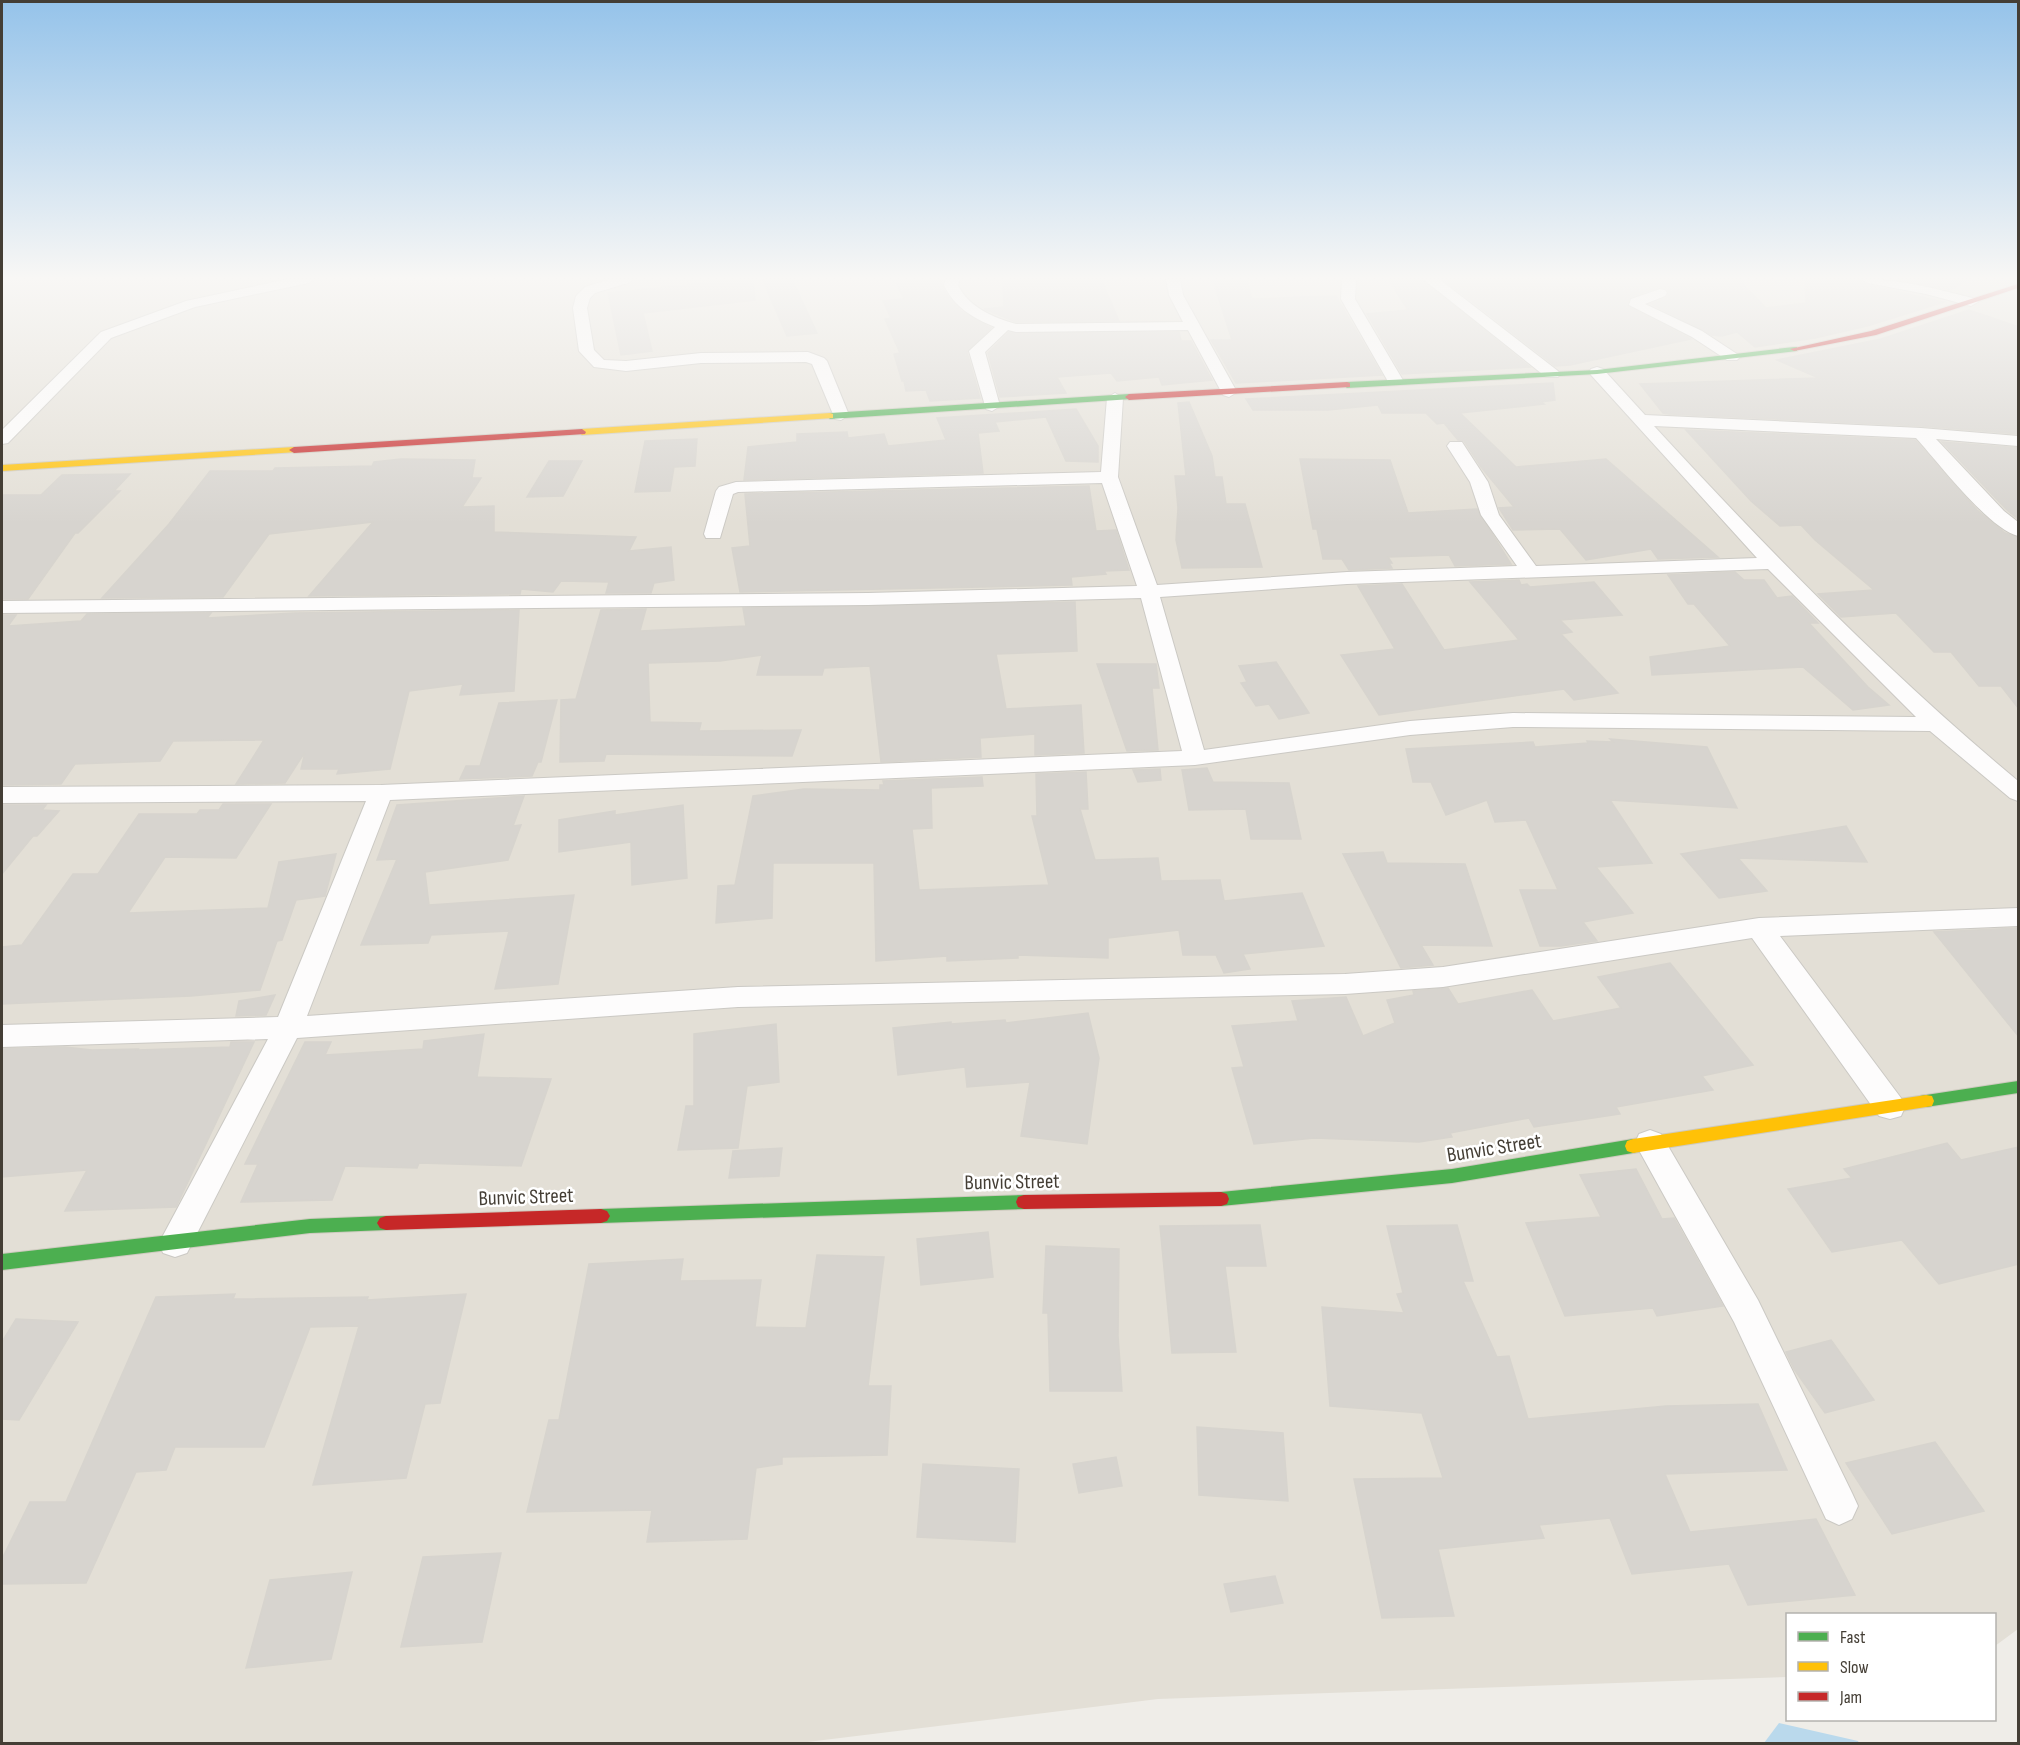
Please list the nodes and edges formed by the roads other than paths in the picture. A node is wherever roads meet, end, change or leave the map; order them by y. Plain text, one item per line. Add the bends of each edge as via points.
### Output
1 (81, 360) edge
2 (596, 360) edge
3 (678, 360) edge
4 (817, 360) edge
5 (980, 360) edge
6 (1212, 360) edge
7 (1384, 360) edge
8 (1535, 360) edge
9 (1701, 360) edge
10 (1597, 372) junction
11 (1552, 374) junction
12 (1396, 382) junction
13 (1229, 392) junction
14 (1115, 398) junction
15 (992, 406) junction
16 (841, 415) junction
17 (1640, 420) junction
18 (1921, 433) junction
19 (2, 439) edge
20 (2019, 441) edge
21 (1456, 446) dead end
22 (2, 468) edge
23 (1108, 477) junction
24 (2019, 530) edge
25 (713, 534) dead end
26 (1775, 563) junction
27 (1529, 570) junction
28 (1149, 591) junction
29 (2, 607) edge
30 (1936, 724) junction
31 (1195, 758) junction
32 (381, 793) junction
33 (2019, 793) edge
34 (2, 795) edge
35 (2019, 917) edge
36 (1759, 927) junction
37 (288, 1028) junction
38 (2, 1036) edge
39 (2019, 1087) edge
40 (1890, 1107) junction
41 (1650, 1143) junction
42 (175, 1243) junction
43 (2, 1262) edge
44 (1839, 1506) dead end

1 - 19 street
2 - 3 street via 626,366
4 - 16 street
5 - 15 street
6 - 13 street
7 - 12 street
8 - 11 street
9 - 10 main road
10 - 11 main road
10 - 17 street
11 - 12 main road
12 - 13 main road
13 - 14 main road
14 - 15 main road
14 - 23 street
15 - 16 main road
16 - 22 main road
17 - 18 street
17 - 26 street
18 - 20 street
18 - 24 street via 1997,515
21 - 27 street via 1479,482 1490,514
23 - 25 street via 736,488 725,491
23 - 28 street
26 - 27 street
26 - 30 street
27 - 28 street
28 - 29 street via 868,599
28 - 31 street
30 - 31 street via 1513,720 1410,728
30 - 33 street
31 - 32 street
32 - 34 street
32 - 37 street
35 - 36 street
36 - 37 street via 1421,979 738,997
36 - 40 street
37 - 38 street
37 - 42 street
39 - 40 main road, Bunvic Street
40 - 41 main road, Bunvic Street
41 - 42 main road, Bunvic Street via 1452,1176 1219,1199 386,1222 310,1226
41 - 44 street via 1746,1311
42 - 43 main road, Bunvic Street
***
— Work request —
Output a faithful copy of the data, with each picture left out.

— Response area —
Please list the nodes and edges formed by the roads other than paths in the picture. A node is wherever roads meet, end, change or leave the map; order them by y. Plain text, one item per line. Add the bends of each edge as via points.
### Output
1 (81, 360) edge
2 (596, 360) edge
3 (678, 360) edge
4 (817, 360) edge
5 (980, 360) edge
6 (1212, 360) edge
7 (1384, 360) edge
8 (1535, 360) edge
9 (1701, 360) edge
10 (1597, 372) junction
11 (1552, 374) junction
12 (1396, 382) junction
13 (1229, 392) junction
14 (1115, 398) junction
15 (992, 406) junction
16 (841, 415) junction
17 (1640, 420) junction
18 (1921, 433) junction
19 (2, 439) edge
20 (2019, 441) edge
21 (1456, 446) dead end
22 (2, 468) edge
23 (1108, 477) junction
24 (2019, 530) edge
25 (713, 534) dead end
26 (1775, 563) junction
27 (1529, 570) junction
28 (1149, 591) junction
29 (2, 607) edge
30 (1936, 724) junction
31 (1195, 758) junction
32 (381, 793) junction
33 (2019, 793) edge
34 (2, 795) edge
35 (2019, 917) edge
36 (1759, 927) junction
37 (288, 1028) junction
38 (2, 1036) edge
39 (2019, 1087) edge
40 (1890, 1107) junction
41 (1650, 1143) junction
42 (175, 1243) junction
43 (2, 1262) edge
44 (1839, 1506) dead end

1 - 19 street
2 - 3 street via 626,366
4 - 16 street
5 - 15 street
6 - 13 street
7 - 12 street
8 - 11 street
9 - 10 main road
10 - 11 main road
10 - 17 street
11 - 12 main road
12 - 13 main road
13 - 14 main road
14 - 15 main road
14 - 23 street
15 - 16 main road
16 - 22 main road
17 - 18 street
17 - 26 street
18 - 20 street
18 - 24 street via 1997,515
21 - 27 street via 1479,482 1490,514
23 - 25 street via 736,488 725,491
23 - 28 street
26 - 27 street
26 - 30 street
27 - 28 street
28 - 29 street via 868,599
28 - 31 street
30 - 31 street via 1513,720 1410,728
30 - 33 street
31 - 32 street
32 - 34 street
32 - 37 street
35 - 36 street
36 - 37 street via 1421,979 738,997
36 - 40 street
37 - 38 street
37 - 42 street
39 - 40 main road, Bunvic Street
40 - 41 main road, Bunvic Street
41 - 42 main road, Bunvic Street via 1452,1176 1219,1199 386,1222 310,1226
41 - 44 street via 1746,1311
42 - 43 main road, Bunvic Street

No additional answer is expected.